O Museu da Solidariedade Salvador Allende do Chile surgiu como movimento e conceito em 1971, mas só, em setembro de 1999 teve inaugurada a sua primeira sede.Todas as obras que constituíam seu acervo foram doadas pelos próprios artistas.

Nas vésperas de seu assassinato ao inaugurar a exposição das primeiras obras doadas, Allende agradecendo o apoio dos artistas, disse: "Este museu será o primeiro em um país do Terceiro Mundo que, por vontade dos próprios artistas, aproxima as manifestações mais altas da plástica contemporânea às grandes massas populares".

Tudo teve início com J. Maria Galvan e com o brasileiro Mário Pedrosa que exilado no Chile começou a trabalhar febrilmente para criar um museu internacional de arte contemporânea.
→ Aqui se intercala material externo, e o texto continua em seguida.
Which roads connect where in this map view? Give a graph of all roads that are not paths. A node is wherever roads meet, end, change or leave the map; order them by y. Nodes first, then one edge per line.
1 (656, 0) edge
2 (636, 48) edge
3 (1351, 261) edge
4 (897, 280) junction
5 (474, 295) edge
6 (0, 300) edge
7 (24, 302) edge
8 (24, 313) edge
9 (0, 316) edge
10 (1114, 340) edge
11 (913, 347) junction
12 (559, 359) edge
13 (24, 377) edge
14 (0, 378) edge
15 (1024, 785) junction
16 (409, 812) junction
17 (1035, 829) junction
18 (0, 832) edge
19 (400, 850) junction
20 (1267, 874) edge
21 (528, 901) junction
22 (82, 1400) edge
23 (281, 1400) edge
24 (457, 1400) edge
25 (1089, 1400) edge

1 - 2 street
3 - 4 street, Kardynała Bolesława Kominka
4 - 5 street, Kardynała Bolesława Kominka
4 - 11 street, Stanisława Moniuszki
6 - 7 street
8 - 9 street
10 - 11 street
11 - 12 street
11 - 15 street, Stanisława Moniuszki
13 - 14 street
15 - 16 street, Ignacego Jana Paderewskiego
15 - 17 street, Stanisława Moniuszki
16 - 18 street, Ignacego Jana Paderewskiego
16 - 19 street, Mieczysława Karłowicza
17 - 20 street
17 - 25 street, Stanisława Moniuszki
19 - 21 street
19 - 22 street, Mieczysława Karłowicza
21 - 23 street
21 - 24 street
Como vice presidente da Associação Internacional de Críticos de Arte presidiu o Comitê de Solidariedade Artística, destinado a criar o Museu, entusiasticamente aprovado pelo Presidente Allende que, em sua “Mensagem aos artistas do mundo”, os conclamou a colaborarem com o processo de transformação social do Chile mobilizando meios de “acelerar o desenvolvimento material e espiritual de suas gentes”.
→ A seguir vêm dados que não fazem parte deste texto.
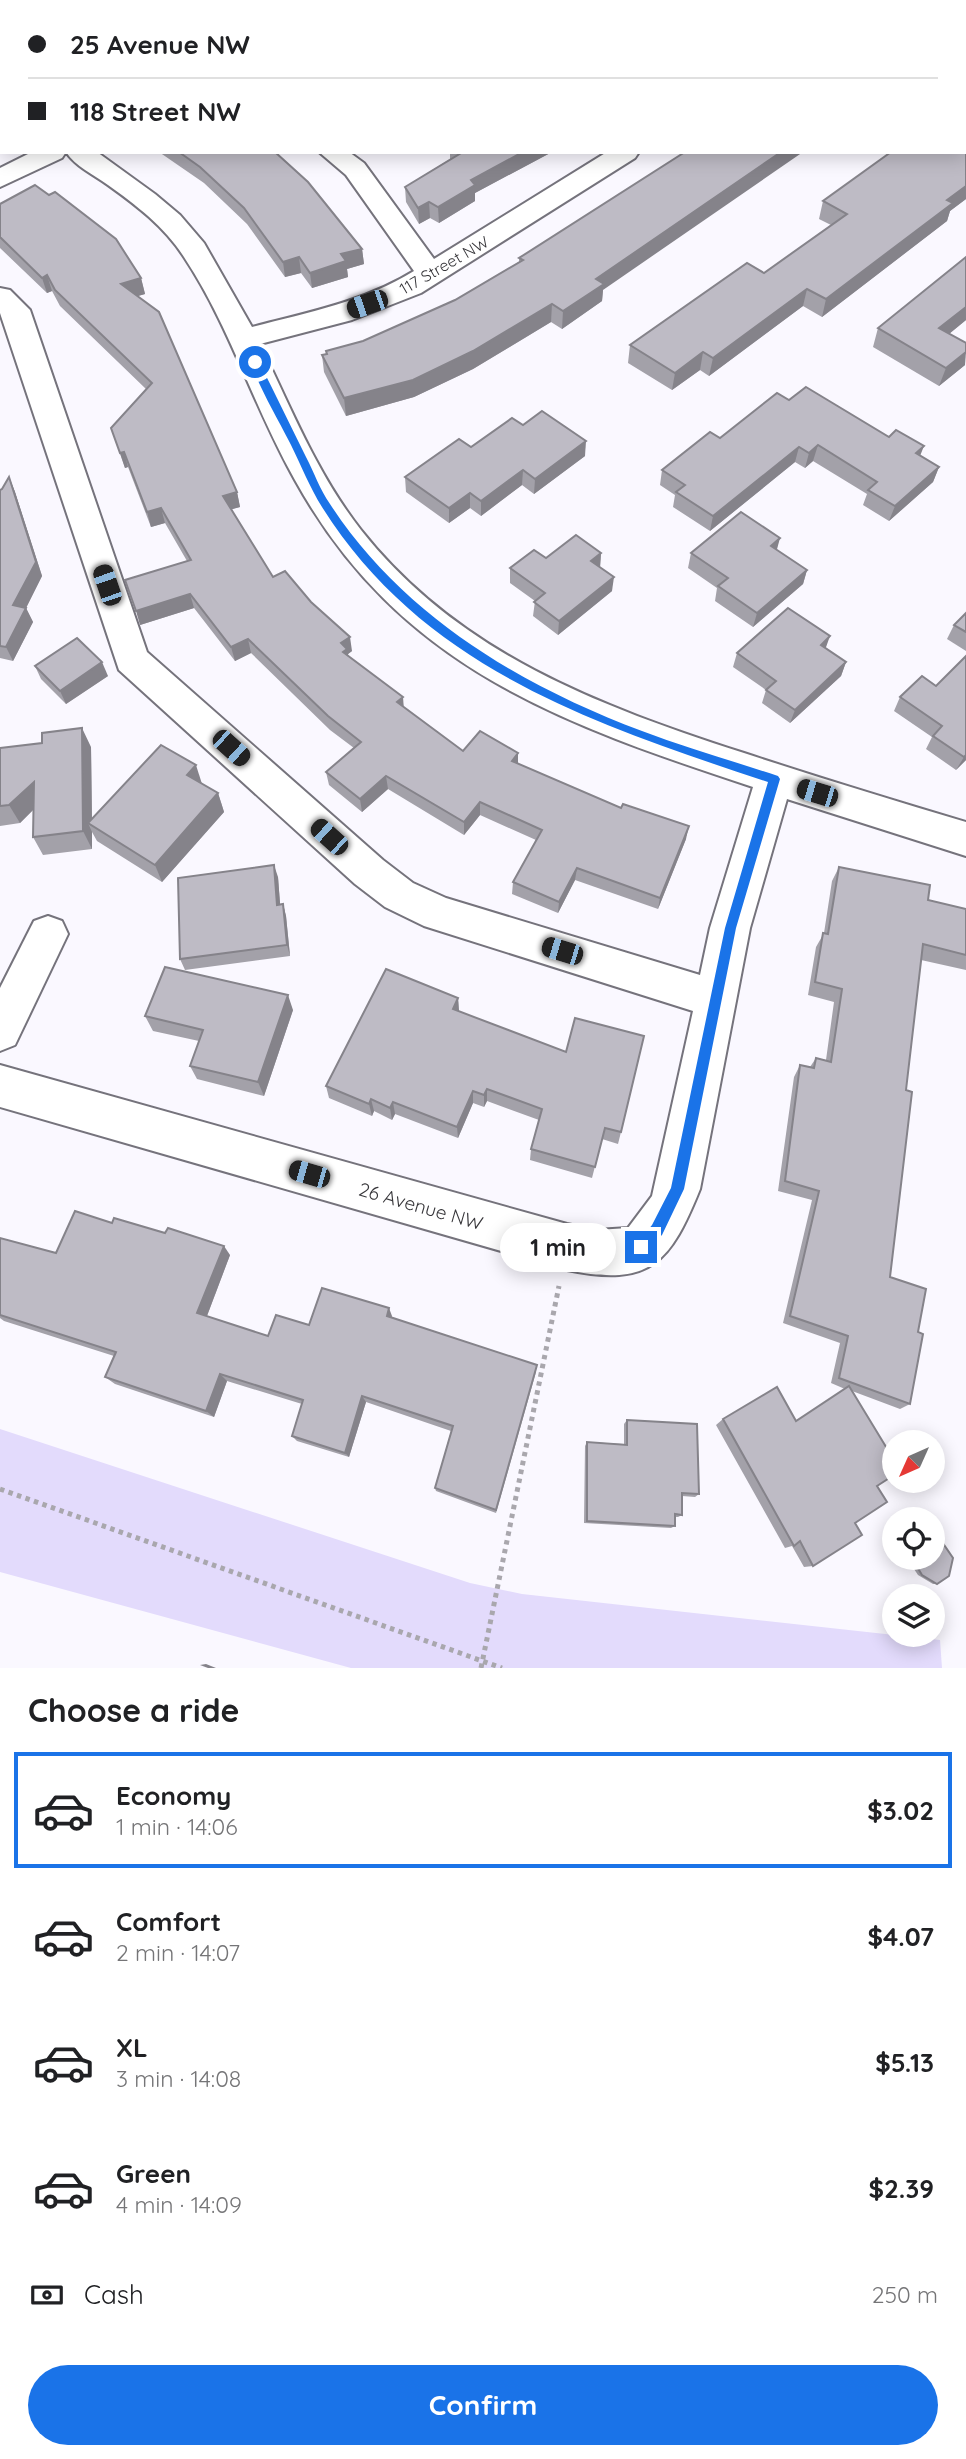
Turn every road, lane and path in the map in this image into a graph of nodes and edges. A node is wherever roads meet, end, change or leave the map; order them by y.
1 (49, 154) edge
2 (82, 154) edge
3 (335, 154) edge
4 (623, 154) edge
5 (0, 179) edge
6 (431, 275) junction
7 (0, 297) edge
8 (244, 339) junction
9 (774, 779) junction
10 (966, 839) edge
11 (48, 934) dead end
12 (715, 999) junction
13 (0, 1031) edge
14 (0, 1086) edge
15 (567, 1247) junction
16 (0, 1489) edge
17 (483, 1660) junction
18 (481, 1668) edge
19 (502, 1668) edge

1 - 5 street
2 - 8 street
3 - 6 street
4 - 6 street, 117 Street NW
6 - 8 street, 117 Street NW
7 - 12 street
8 - 9 street
9 - 10 street
9 - 12 street
11 - 13 street
12 - 15 street, 26 Avenue NW
14 - 15 street, 26 Avenue NW
15 - 17 path
16 - 17 path
17 - 18 path
17 - 19 path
Em 1973 quando Allende foi assassinado muitas das 384 obras que já haviam sido doadas estavam sendo expostas no Edifício Gabriela Mistral e em um Museu de Arte Contemporânea que já existia mas com um acervo pobre e principalmente nacional.
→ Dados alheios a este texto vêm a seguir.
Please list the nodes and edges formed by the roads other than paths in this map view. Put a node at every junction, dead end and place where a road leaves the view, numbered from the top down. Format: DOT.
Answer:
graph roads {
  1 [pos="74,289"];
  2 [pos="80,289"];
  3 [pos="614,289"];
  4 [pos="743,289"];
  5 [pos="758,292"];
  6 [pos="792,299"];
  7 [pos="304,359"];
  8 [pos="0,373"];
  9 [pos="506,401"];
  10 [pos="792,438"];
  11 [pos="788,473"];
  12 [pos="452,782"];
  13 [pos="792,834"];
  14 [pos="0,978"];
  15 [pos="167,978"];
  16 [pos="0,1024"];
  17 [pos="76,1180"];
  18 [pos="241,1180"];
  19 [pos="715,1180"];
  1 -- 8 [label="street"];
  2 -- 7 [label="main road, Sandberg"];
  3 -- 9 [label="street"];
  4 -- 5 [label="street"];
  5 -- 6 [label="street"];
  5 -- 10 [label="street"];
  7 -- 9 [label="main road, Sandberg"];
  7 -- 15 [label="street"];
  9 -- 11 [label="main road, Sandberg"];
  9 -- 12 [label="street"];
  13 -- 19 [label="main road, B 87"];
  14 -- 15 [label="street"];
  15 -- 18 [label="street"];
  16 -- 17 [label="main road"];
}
Aqueles que estavam envolvidos com o Museu da Solidariedade se exilaram e falou-se na imprensa que as obras haviam desaparecido. Entretanto estiveram todos aqueles anos na reserva técnica do Museu de Arte Contemporânea que foi fechado pela ditadura e reaberto posteriormente, em outro local. Uma tela de Frank Stella de grandes dimensões passou 27anos enrolada e escondida entre as obras do Museu de Arte Contemporânea.É, sem dúvida a mais importante obra de Stella em acervos abertos ao público da América Latina.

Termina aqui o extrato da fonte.